Aim of the task:
Read the records below and copy each line that contains "restore".

Working data:
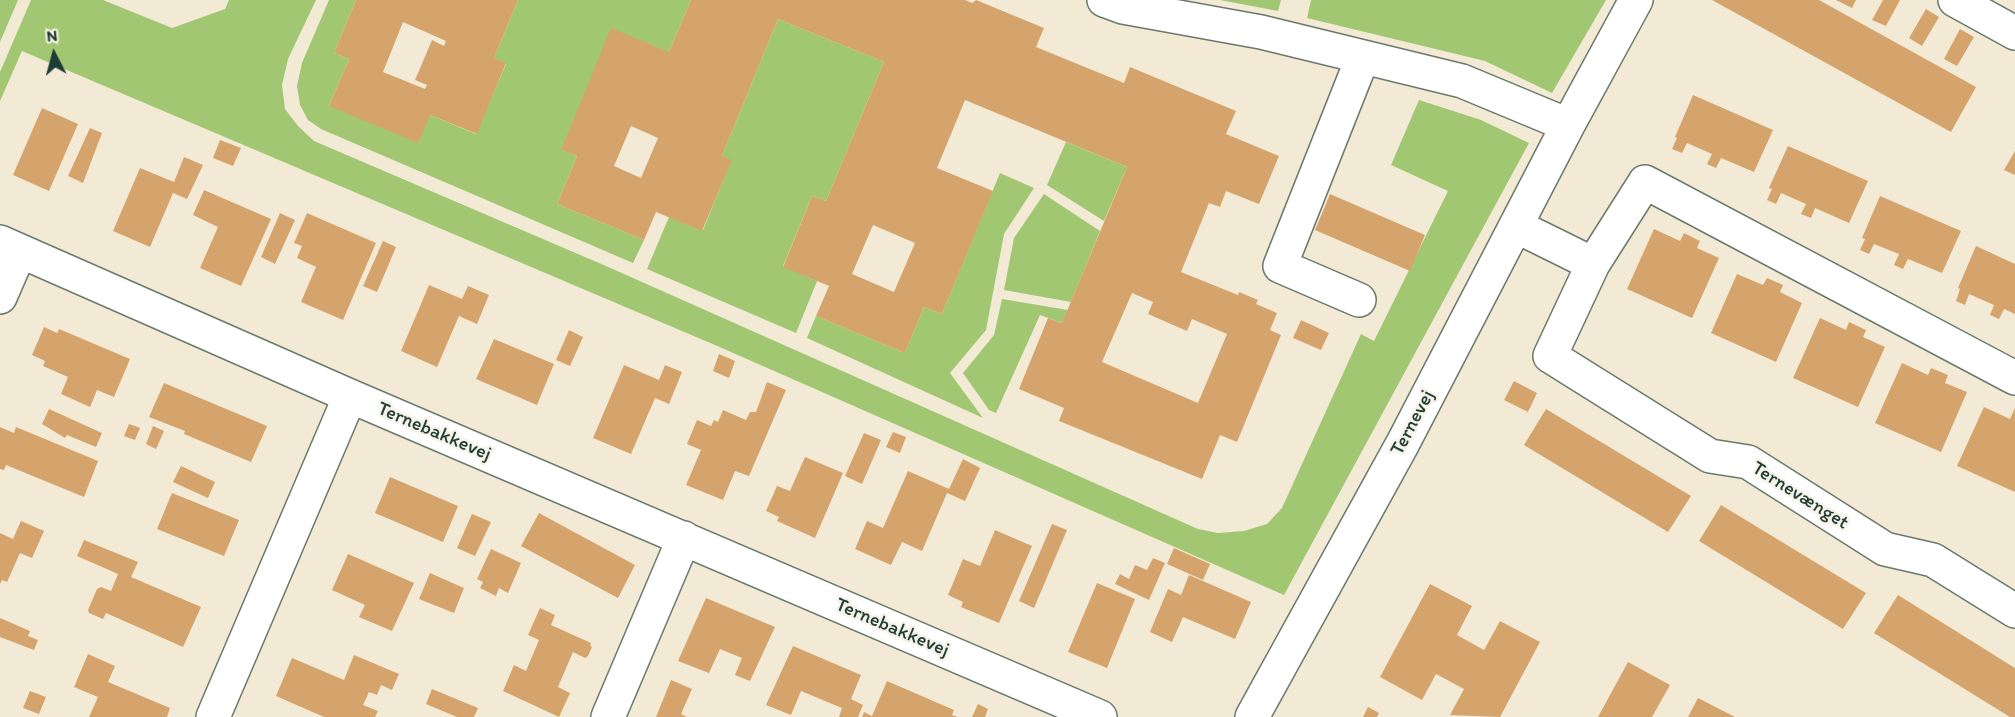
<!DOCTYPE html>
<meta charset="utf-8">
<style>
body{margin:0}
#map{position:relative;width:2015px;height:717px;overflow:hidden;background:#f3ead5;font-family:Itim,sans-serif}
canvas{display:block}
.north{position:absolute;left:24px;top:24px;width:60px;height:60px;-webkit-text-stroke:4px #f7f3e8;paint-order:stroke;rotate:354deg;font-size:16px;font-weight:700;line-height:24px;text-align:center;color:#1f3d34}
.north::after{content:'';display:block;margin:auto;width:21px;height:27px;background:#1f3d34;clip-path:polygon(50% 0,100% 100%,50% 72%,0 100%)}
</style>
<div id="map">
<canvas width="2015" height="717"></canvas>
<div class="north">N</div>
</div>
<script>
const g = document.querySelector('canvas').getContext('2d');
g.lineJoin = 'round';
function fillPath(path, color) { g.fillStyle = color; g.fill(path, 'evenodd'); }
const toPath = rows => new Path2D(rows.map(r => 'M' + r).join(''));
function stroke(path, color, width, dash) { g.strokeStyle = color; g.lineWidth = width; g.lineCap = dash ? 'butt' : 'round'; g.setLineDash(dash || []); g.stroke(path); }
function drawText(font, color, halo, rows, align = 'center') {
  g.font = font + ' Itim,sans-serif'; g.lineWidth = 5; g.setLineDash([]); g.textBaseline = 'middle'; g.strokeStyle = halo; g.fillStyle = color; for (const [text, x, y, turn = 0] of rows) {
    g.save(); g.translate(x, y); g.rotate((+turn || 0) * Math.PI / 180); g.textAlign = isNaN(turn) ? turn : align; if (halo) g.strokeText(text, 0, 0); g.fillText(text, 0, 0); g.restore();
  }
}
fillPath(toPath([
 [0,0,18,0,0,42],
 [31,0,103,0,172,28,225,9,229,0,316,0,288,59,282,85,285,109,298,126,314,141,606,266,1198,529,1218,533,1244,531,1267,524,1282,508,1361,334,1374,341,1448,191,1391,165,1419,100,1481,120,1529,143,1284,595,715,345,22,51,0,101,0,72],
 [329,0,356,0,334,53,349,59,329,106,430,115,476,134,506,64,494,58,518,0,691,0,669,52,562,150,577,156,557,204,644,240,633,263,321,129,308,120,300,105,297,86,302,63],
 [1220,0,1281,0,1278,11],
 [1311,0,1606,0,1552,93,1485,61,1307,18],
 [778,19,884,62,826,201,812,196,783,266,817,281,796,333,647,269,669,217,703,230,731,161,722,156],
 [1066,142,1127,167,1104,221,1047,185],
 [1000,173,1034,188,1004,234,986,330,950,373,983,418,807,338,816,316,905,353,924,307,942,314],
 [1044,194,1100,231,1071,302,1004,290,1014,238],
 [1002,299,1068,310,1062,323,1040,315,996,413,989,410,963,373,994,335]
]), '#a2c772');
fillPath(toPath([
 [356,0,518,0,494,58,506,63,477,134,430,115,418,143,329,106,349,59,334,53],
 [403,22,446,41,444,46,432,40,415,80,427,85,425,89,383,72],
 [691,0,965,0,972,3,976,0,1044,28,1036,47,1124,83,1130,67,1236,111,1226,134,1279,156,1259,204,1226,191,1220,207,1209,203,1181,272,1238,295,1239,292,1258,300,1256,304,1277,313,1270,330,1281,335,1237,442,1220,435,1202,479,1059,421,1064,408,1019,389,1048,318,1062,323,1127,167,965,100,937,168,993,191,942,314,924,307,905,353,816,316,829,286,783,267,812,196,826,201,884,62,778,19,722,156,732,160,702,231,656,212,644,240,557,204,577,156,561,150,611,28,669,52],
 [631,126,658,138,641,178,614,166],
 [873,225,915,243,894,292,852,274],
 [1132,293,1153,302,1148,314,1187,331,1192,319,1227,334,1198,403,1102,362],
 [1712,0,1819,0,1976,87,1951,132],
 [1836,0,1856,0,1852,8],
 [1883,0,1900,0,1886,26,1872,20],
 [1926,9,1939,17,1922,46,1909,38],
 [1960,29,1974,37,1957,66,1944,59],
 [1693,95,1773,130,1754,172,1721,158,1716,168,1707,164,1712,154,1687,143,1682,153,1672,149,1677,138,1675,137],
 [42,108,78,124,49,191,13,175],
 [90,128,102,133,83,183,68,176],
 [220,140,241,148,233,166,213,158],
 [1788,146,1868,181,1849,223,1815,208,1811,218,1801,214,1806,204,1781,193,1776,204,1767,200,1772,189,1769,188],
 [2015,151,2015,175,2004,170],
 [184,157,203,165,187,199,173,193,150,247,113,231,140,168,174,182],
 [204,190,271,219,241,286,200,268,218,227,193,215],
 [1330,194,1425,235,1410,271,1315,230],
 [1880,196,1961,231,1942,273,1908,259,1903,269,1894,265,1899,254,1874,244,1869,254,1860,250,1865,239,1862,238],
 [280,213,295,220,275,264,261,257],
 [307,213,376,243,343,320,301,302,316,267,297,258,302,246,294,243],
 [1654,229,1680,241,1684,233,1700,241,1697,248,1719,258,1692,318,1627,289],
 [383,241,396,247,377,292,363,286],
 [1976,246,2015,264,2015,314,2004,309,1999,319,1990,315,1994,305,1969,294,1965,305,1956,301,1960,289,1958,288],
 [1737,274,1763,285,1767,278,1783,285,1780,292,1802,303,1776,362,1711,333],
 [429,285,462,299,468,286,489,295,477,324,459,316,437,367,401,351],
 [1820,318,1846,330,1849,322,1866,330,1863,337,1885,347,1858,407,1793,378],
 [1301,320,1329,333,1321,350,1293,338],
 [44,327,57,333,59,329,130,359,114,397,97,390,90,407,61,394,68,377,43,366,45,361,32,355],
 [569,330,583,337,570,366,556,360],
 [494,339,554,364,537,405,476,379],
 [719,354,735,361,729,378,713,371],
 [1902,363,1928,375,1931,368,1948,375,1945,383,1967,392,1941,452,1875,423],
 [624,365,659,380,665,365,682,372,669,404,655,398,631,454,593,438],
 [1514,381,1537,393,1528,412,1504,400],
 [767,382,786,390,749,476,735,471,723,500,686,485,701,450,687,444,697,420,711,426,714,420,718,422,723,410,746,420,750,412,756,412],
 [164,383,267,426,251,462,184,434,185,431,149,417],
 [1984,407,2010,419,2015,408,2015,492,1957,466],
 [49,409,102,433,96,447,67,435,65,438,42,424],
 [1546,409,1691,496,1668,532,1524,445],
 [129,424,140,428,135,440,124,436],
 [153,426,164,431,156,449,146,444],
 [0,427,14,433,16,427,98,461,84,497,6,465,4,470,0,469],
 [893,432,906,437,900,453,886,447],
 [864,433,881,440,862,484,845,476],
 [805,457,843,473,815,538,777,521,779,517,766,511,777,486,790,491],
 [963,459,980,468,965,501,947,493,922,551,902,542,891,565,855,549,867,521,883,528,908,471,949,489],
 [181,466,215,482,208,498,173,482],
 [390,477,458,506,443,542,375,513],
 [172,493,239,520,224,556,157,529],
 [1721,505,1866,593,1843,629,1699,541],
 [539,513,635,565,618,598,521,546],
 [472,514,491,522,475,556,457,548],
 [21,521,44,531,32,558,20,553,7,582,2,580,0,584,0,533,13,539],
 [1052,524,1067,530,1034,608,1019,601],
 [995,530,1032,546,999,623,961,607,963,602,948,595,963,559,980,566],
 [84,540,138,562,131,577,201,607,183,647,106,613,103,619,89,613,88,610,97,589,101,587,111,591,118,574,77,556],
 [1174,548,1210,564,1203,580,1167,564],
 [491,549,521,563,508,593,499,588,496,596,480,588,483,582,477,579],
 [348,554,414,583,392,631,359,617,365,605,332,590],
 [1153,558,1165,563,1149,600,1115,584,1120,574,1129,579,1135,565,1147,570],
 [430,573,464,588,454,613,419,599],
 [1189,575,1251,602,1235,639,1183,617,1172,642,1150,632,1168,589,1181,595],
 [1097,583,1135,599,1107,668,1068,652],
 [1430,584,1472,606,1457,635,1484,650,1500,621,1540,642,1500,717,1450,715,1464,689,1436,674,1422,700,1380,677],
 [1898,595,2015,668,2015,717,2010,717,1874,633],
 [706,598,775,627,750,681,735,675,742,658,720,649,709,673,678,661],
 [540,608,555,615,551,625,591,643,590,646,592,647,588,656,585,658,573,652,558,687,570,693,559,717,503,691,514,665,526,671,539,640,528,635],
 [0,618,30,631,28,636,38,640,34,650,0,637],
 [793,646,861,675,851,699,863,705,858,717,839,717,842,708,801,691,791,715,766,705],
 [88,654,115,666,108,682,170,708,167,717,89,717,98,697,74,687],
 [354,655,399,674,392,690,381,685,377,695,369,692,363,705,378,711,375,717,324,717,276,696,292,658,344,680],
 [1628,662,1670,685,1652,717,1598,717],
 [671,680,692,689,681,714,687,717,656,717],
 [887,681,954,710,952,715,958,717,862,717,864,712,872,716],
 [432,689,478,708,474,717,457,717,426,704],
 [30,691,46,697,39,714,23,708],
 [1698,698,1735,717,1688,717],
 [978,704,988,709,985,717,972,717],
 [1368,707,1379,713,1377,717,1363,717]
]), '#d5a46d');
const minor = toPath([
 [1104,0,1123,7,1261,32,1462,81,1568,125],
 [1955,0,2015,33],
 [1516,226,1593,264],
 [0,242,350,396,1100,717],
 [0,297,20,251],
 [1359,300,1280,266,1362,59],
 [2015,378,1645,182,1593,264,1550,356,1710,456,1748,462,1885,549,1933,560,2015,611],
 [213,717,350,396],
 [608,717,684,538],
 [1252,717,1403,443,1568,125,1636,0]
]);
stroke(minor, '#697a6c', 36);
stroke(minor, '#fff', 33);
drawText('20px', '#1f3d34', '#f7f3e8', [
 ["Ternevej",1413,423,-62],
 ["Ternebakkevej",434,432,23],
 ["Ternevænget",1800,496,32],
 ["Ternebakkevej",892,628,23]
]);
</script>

...

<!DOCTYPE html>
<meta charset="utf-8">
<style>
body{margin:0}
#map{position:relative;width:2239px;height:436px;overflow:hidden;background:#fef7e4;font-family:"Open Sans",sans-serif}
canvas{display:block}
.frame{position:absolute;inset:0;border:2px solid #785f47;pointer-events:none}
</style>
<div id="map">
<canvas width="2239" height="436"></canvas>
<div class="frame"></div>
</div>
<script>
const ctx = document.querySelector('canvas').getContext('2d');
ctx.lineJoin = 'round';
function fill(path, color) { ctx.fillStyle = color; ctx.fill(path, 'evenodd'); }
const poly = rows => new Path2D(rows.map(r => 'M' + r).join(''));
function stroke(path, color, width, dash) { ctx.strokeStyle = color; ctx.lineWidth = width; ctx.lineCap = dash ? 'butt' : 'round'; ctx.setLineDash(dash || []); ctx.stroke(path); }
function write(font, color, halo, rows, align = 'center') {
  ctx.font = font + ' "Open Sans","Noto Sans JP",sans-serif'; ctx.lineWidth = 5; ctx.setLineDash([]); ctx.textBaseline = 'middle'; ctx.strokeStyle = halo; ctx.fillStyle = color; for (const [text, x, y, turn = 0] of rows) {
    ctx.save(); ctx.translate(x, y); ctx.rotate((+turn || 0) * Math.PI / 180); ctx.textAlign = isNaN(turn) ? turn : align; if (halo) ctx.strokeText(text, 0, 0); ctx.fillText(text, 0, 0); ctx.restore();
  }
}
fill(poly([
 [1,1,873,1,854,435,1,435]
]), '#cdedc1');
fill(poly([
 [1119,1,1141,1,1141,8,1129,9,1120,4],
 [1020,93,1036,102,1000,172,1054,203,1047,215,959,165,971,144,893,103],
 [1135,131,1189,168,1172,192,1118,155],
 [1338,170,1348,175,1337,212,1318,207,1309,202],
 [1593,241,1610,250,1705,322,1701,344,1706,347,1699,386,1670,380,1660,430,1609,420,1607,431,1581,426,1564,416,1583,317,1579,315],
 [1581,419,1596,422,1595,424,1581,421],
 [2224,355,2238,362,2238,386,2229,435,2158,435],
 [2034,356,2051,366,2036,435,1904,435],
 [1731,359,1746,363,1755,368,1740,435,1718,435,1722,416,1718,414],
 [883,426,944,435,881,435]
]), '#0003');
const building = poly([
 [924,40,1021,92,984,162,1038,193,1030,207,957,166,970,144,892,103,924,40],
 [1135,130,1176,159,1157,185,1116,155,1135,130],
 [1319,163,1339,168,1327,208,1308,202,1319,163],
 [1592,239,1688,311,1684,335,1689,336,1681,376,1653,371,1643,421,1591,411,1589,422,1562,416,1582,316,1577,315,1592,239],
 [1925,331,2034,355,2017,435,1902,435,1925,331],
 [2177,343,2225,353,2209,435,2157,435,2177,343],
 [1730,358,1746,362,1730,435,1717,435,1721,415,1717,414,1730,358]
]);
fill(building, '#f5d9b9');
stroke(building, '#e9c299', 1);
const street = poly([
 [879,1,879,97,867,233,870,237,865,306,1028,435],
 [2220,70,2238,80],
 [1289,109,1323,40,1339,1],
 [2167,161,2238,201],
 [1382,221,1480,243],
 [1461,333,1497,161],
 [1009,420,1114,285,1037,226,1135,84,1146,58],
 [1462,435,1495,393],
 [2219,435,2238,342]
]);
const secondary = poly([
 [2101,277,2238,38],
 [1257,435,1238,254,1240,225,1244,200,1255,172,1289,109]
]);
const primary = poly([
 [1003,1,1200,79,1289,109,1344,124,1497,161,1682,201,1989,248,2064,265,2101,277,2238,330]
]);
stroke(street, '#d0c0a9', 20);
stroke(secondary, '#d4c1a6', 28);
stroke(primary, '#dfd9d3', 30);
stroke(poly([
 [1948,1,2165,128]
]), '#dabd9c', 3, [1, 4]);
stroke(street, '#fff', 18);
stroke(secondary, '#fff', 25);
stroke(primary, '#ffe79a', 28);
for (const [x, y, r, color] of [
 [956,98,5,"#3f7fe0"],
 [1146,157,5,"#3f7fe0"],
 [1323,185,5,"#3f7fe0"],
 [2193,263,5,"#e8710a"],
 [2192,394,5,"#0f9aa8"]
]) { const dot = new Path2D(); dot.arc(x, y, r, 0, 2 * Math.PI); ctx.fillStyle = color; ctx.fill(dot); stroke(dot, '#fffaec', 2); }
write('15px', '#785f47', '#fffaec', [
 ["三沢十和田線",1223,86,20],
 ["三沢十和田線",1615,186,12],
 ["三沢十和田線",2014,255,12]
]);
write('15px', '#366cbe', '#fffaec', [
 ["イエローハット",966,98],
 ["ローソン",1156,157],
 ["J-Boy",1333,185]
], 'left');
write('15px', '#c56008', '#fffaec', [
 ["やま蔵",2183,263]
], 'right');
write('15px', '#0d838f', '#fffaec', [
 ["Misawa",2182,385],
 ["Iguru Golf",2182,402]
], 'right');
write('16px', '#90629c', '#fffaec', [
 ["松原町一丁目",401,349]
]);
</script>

* * *

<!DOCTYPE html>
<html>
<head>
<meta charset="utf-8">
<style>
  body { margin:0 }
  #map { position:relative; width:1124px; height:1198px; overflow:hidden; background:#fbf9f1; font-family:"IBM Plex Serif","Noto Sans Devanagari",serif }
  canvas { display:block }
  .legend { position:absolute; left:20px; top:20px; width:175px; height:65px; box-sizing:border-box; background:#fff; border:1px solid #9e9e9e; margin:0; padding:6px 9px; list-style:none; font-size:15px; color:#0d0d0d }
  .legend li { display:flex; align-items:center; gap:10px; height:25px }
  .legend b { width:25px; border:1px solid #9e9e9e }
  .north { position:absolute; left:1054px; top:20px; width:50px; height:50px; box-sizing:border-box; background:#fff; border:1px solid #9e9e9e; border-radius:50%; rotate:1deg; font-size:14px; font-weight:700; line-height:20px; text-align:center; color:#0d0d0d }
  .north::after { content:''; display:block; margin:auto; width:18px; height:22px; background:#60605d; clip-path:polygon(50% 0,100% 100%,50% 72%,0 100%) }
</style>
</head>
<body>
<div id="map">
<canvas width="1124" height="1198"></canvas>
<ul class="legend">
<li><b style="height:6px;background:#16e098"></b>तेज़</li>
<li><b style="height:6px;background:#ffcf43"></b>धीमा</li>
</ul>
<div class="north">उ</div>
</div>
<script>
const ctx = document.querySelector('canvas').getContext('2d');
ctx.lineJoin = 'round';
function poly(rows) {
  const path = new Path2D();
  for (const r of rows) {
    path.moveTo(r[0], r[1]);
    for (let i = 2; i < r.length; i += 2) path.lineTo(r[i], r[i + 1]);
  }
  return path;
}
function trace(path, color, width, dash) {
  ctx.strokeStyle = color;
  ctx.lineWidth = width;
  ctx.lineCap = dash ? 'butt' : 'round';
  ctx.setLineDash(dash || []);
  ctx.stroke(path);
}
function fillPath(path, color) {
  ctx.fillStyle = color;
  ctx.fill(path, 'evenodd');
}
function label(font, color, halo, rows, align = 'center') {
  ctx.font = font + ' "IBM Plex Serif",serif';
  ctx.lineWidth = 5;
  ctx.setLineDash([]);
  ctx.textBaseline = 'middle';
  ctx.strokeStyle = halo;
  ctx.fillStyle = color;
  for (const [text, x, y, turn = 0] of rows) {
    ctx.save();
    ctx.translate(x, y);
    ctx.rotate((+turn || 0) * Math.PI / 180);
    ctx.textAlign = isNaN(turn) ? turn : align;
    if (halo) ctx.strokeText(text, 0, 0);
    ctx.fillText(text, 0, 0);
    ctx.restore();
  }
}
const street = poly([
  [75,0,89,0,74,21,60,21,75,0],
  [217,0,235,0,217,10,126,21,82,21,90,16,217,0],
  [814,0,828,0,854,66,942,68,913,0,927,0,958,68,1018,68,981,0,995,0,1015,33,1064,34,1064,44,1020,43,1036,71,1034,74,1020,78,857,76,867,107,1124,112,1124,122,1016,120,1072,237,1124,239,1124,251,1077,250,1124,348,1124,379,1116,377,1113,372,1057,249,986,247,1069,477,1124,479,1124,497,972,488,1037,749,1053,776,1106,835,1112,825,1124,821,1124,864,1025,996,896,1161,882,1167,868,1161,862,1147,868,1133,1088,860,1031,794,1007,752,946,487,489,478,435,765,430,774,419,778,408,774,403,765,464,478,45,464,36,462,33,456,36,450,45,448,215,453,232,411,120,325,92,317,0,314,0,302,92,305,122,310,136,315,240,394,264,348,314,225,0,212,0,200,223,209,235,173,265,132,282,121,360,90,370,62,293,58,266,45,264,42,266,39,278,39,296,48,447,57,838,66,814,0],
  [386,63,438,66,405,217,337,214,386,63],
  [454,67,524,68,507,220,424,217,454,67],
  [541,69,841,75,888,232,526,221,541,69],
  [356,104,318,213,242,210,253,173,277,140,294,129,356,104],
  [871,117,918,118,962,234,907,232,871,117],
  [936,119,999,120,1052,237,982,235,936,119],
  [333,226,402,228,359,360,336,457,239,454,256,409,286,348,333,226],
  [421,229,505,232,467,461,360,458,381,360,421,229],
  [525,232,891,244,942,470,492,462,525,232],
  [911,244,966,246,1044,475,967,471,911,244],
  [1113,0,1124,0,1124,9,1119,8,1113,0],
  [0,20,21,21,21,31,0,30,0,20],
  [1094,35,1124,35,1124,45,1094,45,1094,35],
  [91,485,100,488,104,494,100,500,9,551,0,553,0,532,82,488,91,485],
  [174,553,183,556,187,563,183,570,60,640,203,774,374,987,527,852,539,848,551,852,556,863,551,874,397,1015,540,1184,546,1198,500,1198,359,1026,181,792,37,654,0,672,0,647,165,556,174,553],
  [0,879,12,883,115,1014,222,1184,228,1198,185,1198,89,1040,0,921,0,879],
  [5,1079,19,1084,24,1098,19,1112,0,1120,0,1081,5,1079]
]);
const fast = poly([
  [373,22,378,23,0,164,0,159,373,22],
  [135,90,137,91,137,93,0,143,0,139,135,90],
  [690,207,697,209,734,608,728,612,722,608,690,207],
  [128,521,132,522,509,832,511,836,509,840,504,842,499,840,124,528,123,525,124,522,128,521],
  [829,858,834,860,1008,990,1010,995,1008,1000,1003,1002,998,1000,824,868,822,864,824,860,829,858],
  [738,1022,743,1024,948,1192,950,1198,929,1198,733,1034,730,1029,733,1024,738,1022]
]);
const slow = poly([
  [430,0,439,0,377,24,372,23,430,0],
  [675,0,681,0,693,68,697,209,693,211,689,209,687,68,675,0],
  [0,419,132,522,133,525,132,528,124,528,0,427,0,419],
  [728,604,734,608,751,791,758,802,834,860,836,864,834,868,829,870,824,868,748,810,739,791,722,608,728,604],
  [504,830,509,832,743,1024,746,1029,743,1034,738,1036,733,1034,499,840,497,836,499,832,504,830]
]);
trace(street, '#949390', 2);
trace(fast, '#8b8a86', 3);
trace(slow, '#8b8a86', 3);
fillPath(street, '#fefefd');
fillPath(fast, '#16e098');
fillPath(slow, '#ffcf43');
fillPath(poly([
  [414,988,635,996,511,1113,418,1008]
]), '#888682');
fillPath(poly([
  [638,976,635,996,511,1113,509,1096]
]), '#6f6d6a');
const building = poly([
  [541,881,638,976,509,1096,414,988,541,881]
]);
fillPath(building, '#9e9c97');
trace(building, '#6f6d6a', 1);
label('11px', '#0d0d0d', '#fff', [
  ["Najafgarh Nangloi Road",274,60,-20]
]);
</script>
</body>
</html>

Solution below:
    g.save(); g.translate(x, y); g.rotate((+turn || 0) * Math.PI / 180); g.textAlign = isNaN(turn) ? turn : align; if (halo) g.strokeText(text, 0, 0); g.fillText(text, 0, 0); g.restore();
    ctx.save(); ctx.translate(x, y); ctx.rotate((+turn || 0) * Math.PI / 180); ctx.textAlign = isNaN(turn) ? turn : align; if (halo) ctx.strokeText(text, 0, 0); ctx.fillText(text, 0, 0); ctx.restore();
    ctx.restore();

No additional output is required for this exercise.